3.5.2. Types of Interaction Forces Between Floral Metabolites and Olfactory Receptors

Table S3 and Figure 5 show the results of molecular docking simulations, displaying the top five lowest-energy receptor complexes for each of the six aroma compounds: 1-Hexanol with OR5M3, 2-Nonenal, (E)- with OR5M3, 2-Propenoic acid, butyl ester with OR5M3, Benzene, n-butyl-with OR5M3, 3,6-Nonadien-1-ol, (E,Z)- with OR1A1, and 3-Hexen-1-ol, (Z)- with OR5M3. In this study, hydrophobic interactions were consistently found in all six groups of complexes, involving amino acid residues such as TYR, ALA, VAL, PHE, ILE, and LEU (Table S3, Figure 5). This is in agreement with previous studies indicating that hydrophobic interactions play a central role in odorant recognition, as most volatile aroma compounds are relatively nonpolar and tend to interact with hydrophobic binding pockets of olfactory receptors [40,41,42,45].
Hydrogen bonds were also an important driver of interactions between volatile compounds and olfactory receptors, suggesting their potential contribution to binding specificity and stability. Notably, in the OR1A1 complex with 3,6-Nonadien-1-ol, (E,Z)-, a hydrogen bond was formed with MET with bond length of 3.54 Å. Similarly, in the OR5M3 complex with 2-Nonenal, (E)-, hydrogen bonds were formed with LYS and ASP, with bond lengths of 3.29 Å and 3.48 Å, respectively. Hydrogen bonding has been widely reported to enhance ligand recognition specificity and stabilize odorant–receptor complexes, particularly for compounds containing polar functional groups such as carbonyl moieties (e.g., 2-Nonenal (E); 3,6-Nonadien-1-ol (E,Z)) [40,45,48].
To sum up, the differences in binding energies of aroma compounds to various olfactory receptors primarily stem from the diversity of these receptors, the chemical structures of the compounds [40,41,42].
These factors collectively influence the binding of aroma compounds to specific olfactory receptors, resulting in differences in binding affinity and interaction patterns. Compounds exhibiting relatively strong binding affinities and stable interaction patterns with olfactory receptors may play a more prominent role in odor recognition. When considered together with the flavor analysis results, these docking findings provide supportive evidence for the potential involvement of the identified compounds in the overall aroma characteristics of red tea.

4. Conclusions

In this study, we applied two exogenous enzymes during the fermentation stage of black tea processing, which led to a series of notable alterations in the final product quality. In tannase-treated black tea (DN), the contents of theabrownins (TBs), theaflavins (TFs), and tea polyphenols were significantly reduced, thereby alleviating the astringent taste.

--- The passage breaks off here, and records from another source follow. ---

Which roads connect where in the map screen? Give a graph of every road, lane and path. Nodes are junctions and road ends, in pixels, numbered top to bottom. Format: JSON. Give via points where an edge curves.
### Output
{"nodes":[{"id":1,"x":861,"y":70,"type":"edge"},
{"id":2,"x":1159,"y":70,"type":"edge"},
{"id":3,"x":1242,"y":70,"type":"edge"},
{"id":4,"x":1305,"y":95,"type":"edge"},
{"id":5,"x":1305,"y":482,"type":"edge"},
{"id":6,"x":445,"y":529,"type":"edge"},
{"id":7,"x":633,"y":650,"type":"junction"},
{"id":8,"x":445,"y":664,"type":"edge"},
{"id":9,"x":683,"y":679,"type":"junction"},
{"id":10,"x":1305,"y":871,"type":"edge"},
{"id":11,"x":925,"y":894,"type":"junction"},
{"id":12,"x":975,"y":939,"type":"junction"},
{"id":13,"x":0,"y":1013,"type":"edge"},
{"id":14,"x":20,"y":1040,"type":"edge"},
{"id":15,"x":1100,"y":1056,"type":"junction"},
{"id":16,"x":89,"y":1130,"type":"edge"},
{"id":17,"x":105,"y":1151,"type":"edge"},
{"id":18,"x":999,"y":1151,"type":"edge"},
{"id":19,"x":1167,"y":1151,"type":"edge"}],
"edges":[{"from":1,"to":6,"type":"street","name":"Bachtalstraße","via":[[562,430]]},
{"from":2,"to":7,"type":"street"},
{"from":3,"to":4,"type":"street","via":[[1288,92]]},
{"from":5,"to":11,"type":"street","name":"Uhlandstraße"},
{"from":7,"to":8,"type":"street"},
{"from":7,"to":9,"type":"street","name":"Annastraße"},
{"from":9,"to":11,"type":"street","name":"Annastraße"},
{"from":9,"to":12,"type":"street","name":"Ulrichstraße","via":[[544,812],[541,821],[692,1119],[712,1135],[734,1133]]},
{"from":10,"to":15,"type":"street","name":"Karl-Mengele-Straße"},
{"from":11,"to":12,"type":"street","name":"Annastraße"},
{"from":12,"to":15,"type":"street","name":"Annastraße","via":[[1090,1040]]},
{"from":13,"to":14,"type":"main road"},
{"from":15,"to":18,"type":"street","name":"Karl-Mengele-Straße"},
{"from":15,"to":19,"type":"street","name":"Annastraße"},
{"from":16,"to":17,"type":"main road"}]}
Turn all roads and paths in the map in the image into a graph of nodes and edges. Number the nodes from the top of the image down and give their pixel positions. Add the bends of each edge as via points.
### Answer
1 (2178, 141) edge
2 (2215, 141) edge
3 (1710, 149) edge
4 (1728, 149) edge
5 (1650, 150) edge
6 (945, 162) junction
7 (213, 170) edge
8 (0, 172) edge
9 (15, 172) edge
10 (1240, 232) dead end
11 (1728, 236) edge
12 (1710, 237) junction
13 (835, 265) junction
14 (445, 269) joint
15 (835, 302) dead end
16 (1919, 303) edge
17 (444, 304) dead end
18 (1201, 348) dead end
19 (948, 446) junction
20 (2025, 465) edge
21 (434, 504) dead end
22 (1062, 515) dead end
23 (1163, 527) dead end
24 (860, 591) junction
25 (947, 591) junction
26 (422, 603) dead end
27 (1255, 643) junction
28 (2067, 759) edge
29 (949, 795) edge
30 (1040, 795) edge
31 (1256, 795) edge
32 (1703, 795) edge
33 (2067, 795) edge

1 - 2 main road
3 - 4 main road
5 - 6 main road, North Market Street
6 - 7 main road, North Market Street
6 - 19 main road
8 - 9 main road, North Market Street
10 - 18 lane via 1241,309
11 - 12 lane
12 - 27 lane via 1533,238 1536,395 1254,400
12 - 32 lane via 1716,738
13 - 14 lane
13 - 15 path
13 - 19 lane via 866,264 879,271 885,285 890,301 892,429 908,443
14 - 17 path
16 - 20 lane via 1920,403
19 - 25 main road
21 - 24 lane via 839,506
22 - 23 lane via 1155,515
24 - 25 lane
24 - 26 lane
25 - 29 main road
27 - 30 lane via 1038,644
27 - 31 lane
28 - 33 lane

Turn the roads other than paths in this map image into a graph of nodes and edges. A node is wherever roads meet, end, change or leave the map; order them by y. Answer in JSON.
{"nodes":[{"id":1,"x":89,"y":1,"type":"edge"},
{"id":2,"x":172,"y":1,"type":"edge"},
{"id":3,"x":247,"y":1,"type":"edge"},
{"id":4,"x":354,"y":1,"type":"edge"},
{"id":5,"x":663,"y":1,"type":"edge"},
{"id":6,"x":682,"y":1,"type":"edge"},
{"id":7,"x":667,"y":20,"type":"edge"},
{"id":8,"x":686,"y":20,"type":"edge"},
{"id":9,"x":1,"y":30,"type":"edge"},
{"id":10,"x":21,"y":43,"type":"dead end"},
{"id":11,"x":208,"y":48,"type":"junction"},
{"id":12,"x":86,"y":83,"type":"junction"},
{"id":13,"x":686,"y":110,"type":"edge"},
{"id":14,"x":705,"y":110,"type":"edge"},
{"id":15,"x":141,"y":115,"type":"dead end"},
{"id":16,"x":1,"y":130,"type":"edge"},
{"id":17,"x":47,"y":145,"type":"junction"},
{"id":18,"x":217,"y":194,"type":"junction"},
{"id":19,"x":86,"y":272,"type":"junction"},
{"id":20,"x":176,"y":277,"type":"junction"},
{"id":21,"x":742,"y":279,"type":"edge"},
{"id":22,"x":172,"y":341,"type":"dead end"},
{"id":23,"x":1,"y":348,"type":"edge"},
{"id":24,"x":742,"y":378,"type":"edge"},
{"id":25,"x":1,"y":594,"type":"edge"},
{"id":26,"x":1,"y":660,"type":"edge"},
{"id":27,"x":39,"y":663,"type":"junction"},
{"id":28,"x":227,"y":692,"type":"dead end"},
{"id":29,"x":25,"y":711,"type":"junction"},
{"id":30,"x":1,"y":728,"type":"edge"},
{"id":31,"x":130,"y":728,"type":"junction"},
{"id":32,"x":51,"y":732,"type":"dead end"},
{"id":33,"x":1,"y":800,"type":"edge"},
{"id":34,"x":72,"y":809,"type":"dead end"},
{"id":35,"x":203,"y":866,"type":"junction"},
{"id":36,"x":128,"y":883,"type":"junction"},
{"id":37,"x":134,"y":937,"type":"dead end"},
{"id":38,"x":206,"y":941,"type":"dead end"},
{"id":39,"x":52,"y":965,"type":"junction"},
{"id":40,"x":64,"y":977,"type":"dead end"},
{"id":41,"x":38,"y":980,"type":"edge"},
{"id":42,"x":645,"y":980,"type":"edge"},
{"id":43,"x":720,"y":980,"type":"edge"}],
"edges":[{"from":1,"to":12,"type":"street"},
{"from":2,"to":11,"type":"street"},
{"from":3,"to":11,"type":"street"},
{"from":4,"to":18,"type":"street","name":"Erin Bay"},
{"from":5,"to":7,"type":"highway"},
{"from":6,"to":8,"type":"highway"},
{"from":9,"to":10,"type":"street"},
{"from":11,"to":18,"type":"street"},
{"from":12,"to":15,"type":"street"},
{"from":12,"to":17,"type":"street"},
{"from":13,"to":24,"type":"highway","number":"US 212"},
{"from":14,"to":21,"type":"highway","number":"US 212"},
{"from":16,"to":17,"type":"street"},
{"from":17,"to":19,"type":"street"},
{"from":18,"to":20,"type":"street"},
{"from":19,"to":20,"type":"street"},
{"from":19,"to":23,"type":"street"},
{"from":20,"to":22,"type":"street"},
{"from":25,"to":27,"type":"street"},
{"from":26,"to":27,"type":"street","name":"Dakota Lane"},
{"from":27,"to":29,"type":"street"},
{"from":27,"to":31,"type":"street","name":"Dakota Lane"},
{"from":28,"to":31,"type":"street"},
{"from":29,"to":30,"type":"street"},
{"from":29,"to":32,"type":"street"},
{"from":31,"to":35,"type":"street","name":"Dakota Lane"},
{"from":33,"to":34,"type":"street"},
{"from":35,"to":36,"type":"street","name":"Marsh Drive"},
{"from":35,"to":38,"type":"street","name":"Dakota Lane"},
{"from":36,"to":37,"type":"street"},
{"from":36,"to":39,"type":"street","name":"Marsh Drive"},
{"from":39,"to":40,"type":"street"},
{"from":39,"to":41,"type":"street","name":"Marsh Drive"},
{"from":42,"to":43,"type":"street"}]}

Metabolomic analysis identified 23 key metabolites, of which 11 showed elevated levels. The content of Myricetin-3-O-arabinoside reached 10 times that of traditional black tea, while the OAV of key aroma substances such as 3-Hexen-1-ol (Z-) and 1-Hexanol and 2-Propenoic acid, butyl ester also increased, thereby enhancing the fruity and sweet aromas of the tannase-treated black tea to a certain extent.
In papain-treated black tea (MGDB), the contents of the three primary tea pigments were reduced, while the level of free amino acids increased, contributing to a fresher and more refreshing taste. Metabolomic analysis identified 29 key metabolites, with 6 metabolites showing increased levels. Specifically, Myricetin-3-O-arabinoside and Vitexin-7-O-glucoside reached 12 times the concentrations found in traditional black tea. Additionally, the OAVs of aroma substances such as 1-hexanol, β-phellandrene, and butyl ester 2-propenoic acid increased, optimizing the fruity and sweet aroma attributes of MGDB.
Moreover, molecular docking results revealed that hydrophobic interactions were observed in all six ligand groups, while hydrogen bonds served as a crucial driving force for the interactions between volatile metabolites and olfactory receptors. We identified OR5M3 and OR1A1 as potential key olfactory receptors in black tea aroma perception and determined that Benzene, n-butyl- was a key aroma metabolite for the receptors studied.
Overall, we utilized exogenous enzyme technology to inoculate tannase and papain during the fermentation process of black tea, effectively enhancing the sweetness and floral aroma characteristics of the tea infusion, and identifying the relevant characteristic metabolites. Our results provide a theoretical foundation for further regulating the fermentation process with exogenous enzymes, especially by using tannase and papain to improve the quality of black tea. In the future, it is promising to explore the effects of other exogenous enzymes on the fermentation metabolism of black tea, thereby revealing the internal mechanism by which exogenous enzymes enhance the quality of black tea.

Supplementary Materials

The following supporting information can be downloaded at: https://www.mdpi.com/article/10.3390/foods15101729/s1, Table S1: Concentrations of key volatile compounds in CK and DN; Table S2: Concentrations of key volatile compounds in CK and MGDB; Table S3: Binding energies between key volatile compounds and olfactory receptors. Figure S1: (A). OPLS-DA score plot of non-volatile substances in CK and D. (B). OPLS-DA score plot of non-volatile substances in CK and MGDB. (C). KEGG enrichment plot of differential non-volatile metabolites between CK and DN. (D). KEGG enrichment plot of differential non-volatile metabolites between CK and DN. (E). OPLS-DA score plot of volatile substances in CK and DN. (F). OPLS-DA score plot of volatile substances in CK and DN.

Author Contributions

Conceptualization, X.-F.J.; Methodology, X.-F.J., C.L. and L.-X.W.; Software, X.L. and S.-N.H.; Validation, X.L. and S.-N.H.; Formal Analysis, X.-F.J.; Investigation, X.-F.J., C.L. and L.-X.W.; Resources, L.-X.W.; Data Curation, X.L. and S.-N.H.; Writing—Original Draft Preparation, X.L.; Writing—Review and Editing, X.L., X.-F.J. and S.-N.H.; Visualization C.L. and L.-X.W.; Supervision, X.L. and C.L.; Project Administration, X.-F.J.; Funding Acquisition, X.-F.J. All authors have read and agreed to the published version of the manuscript.

Funding

This work was funded by National Natural Science Foundation of China (grant number 32460785), Jiangxi Provincial Key Laboratory of Plantation and High Valued Utilization of Specialty Fruit Tree and Tea (grant number 20241ZDD02045), Modern Agricultural Industrial Technology System of Jiangxi Province (grant number JXARS-06), and the Key R&D Program of Jiangxi Province (grant number 20252BCF320037).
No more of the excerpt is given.